Prime Minister Moses Nagamootoo has denied that the government promised to pay rice farmers in Berbice $9,000 a bag for paddy and has challenged the opposition PPP/C to name the person who made the promise.
Members of the opposition have accused the government of making the promise and the accusation was repeated during last week’s debate in the National Assembly of a motion that sought to reverse increases in land rent and other charges to farmers in the Mahaica, Mahaicony, Abary-Agricultural Development Authority (MMA-ADA) area.
“If they have the courage to stand up to name me the source, stand and put it on the record if that source is credible,” Nagamootoo urged during his contribution to the debate.

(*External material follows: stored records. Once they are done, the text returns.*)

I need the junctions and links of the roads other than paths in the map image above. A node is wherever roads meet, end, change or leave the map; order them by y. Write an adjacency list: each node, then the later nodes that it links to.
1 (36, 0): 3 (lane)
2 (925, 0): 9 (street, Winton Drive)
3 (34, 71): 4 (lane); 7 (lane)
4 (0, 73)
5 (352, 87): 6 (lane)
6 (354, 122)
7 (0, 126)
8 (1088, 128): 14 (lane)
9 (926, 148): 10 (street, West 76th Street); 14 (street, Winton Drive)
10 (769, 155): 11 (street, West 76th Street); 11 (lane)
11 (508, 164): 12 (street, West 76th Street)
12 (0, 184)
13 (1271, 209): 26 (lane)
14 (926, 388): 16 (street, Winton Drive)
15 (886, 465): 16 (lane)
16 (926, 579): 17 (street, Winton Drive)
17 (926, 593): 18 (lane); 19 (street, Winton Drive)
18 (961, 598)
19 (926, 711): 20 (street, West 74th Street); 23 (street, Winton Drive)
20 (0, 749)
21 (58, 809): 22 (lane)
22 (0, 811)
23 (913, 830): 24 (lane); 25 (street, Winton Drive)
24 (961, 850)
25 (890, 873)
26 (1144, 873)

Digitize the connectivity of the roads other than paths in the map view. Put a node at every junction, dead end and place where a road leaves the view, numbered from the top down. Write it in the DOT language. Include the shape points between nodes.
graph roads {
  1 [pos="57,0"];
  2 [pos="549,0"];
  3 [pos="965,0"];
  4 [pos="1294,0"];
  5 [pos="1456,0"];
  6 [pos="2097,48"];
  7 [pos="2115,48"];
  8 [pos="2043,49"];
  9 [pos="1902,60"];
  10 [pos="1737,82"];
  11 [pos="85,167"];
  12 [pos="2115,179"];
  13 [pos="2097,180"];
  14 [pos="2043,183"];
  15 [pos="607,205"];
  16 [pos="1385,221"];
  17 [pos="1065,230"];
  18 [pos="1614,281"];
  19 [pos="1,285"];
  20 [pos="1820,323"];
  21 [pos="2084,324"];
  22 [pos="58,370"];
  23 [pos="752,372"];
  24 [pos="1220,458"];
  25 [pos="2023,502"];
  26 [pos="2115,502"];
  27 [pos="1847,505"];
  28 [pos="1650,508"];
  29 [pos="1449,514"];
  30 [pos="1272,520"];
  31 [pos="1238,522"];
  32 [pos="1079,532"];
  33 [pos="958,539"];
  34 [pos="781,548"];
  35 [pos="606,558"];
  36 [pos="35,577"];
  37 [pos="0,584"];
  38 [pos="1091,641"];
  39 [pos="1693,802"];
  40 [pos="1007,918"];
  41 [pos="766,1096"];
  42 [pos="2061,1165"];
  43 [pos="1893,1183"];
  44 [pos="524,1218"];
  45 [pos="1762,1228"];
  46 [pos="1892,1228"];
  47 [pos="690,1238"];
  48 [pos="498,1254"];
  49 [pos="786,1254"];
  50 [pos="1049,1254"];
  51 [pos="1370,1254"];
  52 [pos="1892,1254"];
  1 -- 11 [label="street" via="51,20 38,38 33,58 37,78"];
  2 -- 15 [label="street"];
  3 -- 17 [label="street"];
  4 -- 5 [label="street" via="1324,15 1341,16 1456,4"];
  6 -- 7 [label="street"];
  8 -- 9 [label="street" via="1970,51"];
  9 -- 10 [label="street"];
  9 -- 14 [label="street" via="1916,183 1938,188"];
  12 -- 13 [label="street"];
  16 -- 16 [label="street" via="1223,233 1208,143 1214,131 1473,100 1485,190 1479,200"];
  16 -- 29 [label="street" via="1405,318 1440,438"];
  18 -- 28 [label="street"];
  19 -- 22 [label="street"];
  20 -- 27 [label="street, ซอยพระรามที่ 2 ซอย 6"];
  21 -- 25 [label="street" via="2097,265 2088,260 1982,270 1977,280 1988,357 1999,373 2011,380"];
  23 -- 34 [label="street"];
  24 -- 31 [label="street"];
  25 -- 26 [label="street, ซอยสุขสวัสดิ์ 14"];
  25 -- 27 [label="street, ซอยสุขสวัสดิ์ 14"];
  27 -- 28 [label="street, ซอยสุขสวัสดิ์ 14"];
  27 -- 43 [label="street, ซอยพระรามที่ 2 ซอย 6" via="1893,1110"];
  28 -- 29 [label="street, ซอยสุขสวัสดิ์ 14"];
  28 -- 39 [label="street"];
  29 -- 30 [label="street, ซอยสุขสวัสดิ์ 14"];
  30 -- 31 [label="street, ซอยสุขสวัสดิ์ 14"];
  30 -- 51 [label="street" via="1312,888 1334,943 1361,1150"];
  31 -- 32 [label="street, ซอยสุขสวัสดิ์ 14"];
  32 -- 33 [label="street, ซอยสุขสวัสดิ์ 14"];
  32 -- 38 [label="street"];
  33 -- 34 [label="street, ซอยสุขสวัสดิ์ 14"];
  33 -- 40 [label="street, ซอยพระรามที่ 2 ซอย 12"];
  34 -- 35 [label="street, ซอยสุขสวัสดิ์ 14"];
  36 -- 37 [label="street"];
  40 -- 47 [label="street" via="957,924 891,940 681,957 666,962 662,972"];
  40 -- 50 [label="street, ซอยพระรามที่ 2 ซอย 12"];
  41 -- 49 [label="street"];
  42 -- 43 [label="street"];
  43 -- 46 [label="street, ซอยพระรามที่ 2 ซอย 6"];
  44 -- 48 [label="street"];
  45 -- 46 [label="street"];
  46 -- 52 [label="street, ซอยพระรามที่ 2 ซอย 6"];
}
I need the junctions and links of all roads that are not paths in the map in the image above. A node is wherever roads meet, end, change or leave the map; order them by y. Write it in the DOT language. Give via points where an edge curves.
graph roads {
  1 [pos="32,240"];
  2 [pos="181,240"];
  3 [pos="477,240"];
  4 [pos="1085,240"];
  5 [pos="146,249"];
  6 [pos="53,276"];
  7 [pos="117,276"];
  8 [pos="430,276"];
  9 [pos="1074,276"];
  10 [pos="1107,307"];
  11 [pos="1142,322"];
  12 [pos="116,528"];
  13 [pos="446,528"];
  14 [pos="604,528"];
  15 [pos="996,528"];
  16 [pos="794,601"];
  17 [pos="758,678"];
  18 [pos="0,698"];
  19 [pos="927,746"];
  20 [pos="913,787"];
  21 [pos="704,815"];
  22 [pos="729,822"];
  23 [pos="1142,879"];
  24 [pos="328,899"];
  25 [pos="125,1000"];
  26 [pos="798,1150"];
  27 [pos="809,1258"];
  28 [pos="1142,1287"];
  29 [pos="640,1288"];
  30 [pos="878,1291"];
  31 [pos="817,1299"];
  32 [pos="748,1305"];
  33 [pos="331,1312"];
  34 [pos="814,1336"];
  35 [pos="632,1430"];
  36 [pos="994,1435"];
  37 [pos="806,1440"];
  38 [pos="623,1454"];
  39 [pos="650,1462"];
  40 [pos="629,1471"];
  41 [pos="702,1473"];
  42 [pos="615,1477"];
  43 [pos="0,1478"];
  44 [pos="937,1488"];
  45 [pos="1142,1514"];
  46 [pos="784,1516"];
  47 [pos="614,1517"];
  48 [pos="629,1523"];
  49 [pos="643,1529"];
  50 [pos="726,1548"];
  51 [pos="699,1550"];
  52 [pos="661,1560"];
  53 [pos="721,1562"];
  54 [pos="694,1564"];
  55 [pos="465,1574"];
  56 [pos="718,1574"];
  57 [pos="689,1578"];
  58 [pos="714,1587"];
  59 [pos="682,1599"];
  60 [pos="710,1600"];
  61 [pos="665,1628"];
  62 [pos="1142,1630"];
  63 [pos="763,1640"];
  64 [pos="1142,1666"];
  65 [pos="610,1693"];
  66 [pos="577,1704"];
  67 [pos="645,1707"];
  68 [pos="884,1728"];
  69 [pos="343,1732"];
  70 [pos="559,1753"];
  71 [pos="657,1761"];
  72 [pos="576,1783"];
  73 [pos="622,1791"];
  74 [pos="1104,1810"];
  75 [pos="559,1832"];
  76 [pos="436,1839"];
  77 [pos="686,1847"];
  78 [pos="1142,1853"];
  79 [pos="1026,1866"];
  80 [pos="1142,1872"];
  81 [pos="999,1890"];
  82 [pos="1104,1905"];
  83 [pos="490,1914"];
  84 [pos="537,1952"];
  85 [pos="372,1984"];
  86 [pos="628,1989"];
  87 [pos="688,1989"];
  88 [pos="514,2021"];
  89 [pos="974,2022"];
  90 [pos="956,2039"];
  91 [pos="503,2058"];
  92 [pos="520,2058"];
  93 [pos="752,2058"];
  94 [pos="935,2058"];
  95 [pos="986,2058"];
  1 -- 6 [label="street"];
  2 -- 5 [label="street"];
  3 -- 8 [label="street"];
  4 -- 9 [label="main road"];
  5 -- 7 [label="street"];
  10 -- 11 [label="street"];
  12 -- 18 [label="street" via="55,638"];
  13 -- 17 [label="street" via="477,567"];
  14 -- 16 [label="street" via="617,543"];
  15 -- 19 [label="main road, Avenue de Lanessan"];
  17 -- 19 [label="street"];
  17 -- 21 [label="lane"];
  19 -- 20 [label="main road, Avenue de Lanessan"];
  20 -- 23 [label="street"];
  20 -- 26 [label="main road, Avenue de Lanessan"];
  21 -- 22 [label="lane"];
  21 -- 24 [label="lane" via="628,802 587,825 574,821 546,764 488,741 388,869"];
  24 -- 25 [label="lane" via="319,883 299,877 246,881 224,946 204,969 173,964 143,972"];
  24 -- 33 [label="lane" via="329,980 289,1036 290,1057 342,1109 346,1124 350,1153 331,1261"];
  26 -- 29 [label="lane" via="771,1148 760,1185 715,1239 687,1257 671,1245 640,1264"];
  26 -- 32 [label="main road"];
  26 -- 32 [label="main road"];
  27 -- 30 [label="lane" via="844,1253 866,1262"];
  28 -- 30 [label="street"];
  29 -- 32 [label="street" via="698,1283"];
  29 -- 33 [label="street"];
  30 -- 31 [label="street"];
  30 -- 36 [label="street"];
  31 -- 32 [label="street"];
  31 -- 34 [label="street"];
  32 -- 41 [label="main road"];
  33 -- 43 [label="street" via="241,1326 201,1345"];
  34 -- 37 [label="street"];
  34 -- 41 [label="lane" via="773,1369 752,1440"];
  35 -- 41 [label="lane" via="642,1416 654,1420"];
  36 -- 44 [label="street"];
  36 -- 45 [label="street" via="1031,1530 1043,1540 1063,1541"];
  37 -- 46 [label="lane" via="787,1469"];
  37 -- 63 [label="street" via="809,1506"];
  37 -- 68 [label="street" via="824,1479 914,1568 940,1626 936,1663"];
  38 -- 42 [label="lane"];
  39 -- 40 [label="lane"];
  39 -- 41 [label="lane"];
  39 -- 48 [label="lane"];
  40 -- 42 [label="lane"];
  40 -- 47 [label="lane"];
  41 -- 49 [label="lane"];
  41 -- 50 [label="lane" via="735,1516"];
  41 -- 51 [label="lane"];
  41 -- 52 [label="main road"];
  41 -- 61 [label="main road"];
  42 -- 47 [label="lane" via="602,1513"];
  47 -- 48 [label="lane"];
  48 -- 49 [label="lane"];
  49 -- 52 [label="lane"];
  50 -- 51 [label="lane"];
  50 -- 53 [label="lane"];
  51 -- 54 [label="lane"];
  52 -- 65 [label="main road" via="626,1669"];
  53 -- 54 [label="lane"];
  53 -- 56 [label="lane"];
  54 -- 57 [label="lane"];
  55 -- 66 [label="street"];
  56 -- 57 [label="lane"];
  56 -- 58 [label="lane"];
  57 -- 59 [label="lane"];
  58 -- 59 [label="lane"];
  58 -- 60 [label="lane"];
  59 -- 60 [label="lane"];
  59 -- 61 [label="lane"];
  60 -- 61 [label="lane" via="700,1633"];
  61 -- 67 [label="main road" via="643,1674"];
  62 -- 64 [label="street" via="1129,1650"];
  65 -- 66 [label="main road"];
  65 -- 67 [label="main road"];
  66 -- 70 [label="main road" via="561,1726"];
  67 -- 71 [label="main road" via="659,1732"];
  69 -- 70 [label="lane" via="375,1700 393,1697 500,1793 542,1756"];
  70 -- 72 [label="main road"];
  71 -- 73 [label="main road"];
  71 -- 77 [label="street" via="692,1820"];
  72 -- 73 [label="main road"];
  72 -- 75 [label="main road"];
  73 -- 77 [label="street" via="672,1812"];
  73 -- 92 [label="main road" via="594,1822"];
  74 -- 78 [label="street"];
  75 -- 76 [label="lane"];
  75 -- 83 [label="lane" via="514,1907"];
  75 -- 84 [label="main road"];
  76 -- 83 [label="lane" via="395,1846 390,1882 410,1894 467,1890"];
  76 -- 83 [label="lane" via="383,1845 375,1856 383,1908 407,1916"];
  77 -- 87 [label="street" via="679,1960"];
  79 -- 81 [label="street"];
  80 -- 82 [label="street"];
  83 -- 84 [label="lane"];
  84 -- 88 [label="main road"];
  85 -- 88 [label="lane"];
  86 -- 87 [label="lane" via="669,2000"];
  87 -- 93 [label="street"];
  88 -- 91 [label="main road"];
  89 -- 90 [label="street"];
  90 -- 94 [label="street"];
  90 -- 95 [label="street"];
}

He pointed out that the speakers on the opposition side repeated the allegation during their presentations but none named the person who reportedly made the promise.
According to Nagamootoo, no such promise was made in the government’s manifesto nor during the elections campaign. He labelled the allegation as mischievous and accused the PPP members of taking advantage of the House to repeat something that was “concocted and invented.”
He said the farmers were being used as political fodder, in a war by ambitious politicians now “licking their wounds now that they have been thrown out of office.”
Meanwhile, Nagamootoo described the motion, which was defeated, as having no merit, and he said the increases were justifiable, reasonable, rational and necessary.
“A responsible government cannot allow what has happened to GuySuCo under the PPP/C to visit the MMA-ADA and prudent management would require certain measures to ensure that it does not become a drag on the treasury,” he said.
The argument that the increase came out of the blue and was meant to be punitive was without merit, the Prime Minister said, while pointing out that since in 2007, under the PPP/C government, increases were put forward and discussed at Cabinet.